##### GIVEN RECORDS
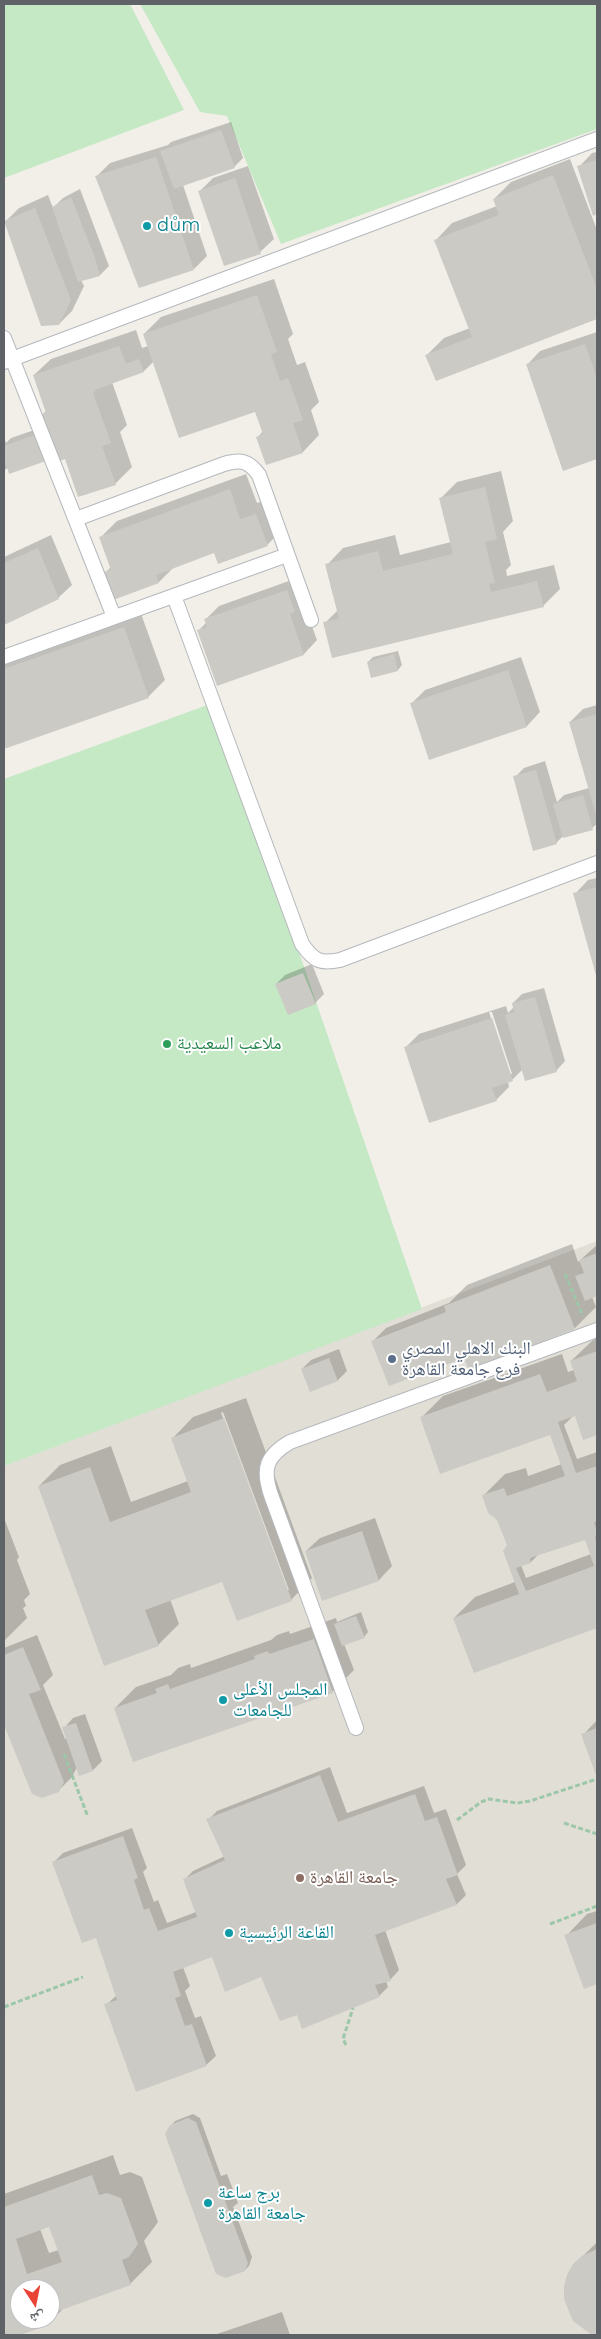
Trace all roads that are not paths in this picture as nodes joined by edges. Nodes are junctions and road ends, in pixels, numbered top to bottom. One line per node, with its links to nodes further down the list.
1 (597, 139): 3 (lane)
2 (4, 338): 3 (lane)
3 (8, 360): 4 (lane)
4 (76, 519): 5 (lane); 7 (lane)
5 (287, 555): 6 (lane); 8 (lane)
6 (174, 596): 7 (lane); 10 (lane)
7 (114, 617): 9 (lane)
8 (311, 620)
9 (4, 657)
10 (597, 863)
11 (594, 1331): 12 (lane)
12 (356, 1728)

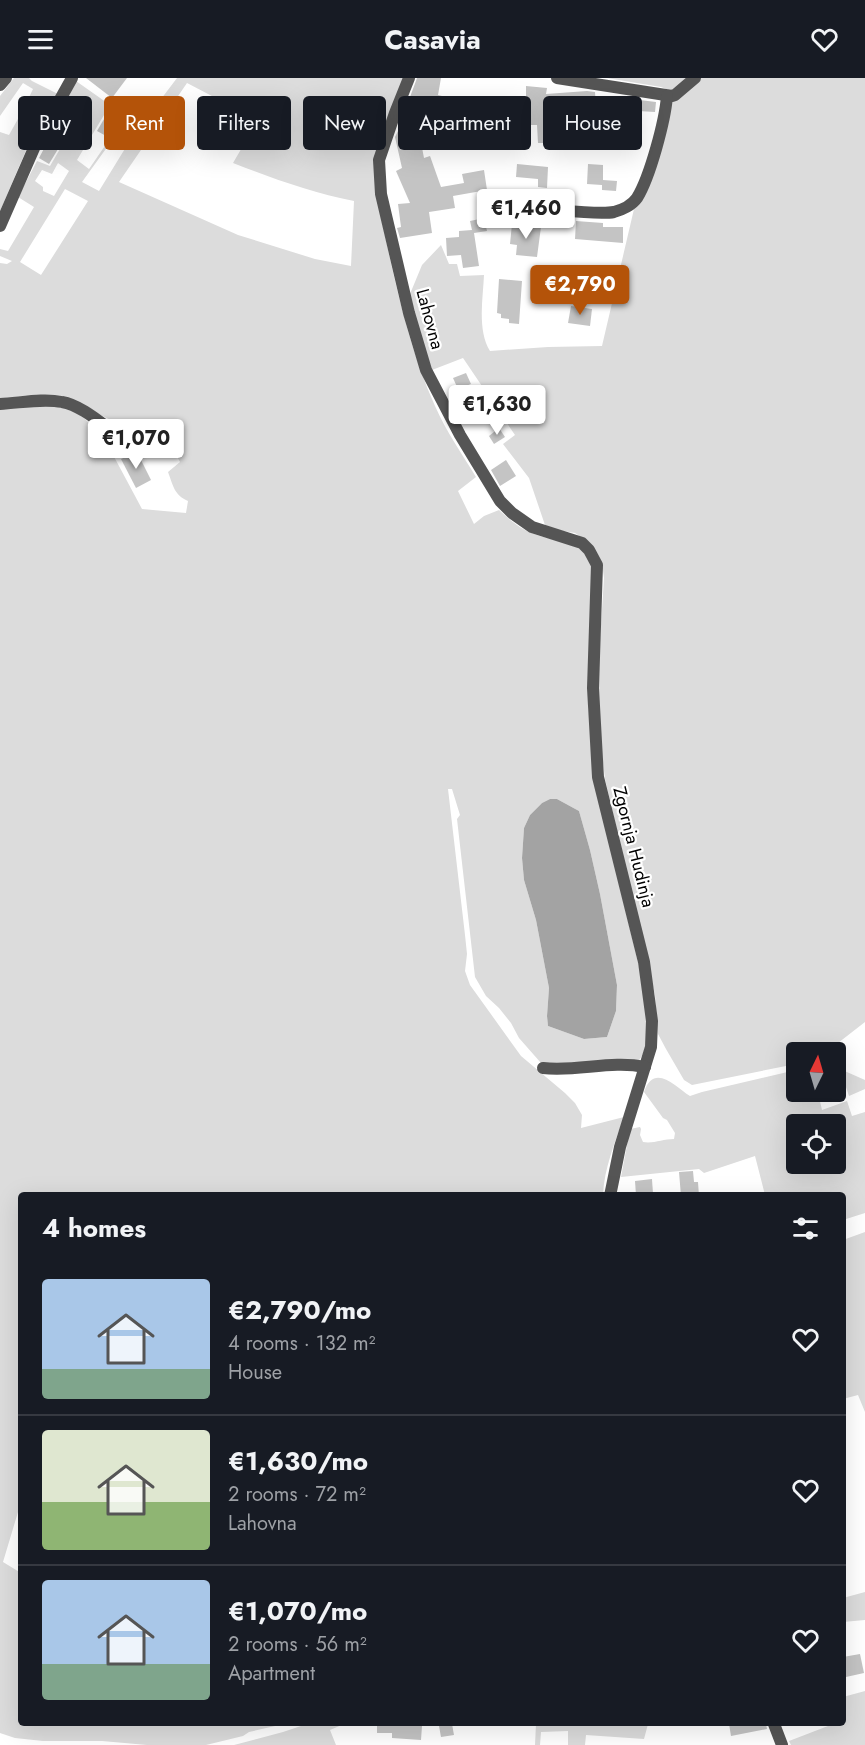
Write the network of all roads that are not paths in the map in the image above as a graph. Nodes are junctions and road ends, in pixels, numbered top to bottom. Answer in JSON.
##########
THE PROBLEM -> Each record above goes into the copy word for word; the pictures do not.

FINISHED TASK ->
Trace all roads that are not paths in this picture as nodes joined by edges. Nodes are junctions and road ends, in pixels, numbered top to bottom. One line per node, with its links to nodes further down the list.
1 (597, 139): 3 (lane)
2 (4, 338): 3 (lane)
3 (8, 360): 4 (lane)
4 (76, 519): 5 (lane); 7 (lane)
5 (287, 555): 6 (lane); 8 (lane)
6 (174, 596): 7 (lane); 10 (lane)
7 (114, 617): 9 (lane)
8 (311, 620)
9 (4, 657)
10 (597, 863)
11 (594, 1331): 12 (lane)
12 (356, 1728)

Write the network of all roads that are not paths in the map in the image above as a graph. Nodes are junctions and road ends, in pixels, numbered top to bottom. Answer in JSON.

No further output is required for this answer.